- _PROBLEM REQUIREMENTS_: Scan the listing below for the word "MENDOZA" and copy every line where it occurs.

- _MATERIAL FOR THE TASK_:
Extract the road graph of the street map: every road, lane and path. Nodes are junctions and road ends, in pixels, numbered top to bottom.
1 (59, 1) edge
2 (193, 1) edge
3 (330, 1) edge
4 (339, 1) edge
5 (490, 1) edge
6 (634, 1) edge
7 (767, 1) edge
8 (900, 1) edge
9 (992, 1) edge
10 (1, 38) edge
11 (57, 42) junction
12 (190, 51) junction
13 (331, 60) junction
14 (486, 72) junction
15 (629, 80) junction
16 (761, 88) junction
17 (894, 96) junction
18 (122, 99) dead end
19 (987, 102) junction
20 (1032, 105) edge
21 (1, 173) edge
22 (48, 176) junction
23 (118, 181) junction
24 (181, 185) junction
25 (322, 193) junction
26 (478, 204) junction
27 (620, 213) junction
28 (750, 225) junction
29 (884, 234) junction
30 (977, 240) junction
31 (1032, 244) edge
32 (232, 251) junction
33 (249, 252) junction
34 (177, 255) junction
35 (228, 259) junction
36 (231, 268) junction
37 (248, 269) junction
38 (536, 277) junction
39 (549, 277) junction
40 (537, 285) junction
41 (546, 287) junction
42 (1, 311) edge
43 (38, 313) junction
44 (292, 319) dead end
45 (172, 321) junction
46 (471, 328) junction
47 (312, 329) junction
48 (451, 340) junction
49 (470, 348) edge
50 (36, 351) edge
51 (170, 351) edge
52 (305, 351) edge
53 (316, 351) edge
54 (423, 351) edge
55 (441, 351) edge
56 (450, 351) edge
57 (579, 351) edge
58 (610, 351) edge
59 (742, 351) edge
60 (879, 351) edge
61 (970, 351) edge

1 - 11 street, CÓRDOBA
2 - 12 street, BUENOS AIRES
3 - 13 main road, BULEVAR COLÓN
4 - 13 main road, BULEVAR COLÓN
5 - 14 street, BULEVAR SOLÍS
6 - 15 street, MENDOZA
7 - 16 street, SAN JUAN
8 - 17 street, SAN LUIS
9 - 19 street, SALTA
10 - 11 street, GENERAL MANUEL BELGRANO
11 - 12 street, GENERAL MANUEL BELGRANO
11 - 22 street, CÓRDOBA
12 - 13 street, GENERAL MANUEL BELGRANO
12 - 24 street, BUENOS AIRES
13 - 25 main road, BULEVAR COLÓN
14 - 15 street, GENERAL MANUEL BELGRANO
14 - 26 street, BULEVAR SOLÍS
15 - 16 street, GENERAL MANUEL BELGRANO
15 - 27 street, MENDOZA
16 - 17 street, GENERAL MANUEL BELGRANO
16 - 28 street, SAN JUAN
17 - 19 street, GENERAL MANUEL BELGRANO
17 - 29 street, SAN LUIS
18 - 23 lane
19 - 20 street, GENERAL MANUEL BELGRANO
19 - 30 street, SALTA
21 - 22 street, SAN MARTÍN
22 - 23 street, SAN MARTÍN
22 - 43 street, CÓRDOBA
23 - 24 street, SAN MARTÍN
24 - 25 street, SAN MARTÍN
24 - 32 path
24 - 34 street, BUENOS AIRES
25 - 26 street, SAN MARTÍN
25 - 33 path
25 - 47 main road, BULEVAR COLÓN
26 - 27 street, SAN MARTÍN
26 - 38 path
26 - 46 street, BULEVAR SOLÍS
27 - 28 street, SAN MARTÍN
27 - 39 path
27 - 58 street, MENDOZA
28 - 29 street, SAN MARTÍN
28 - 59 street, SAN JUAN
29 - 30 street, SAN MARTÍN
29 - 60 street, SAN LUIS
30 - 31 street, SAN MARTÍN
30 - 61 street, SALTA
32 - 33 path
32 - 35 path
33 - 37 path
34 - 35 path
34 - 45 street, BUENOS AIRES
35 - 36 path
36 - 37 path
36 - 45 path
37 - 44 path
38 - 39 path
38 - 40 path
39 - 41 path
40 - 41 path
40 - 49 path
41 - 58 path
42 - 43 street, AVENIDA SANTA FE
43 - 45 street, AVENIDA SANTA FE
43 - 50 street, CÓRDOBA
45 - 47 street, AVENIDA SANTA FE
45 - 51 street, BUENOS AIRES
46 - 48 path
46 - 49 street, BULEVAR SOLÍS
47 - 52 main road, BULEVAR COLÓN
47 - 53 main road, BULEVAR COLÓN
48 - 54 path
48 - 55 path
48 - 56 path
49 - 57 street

- _RESPONSE BELOW_:
6 - 15 street, MENDOZA
15 - 27 street, MENDOZA
27 - 58 street, MENDOZA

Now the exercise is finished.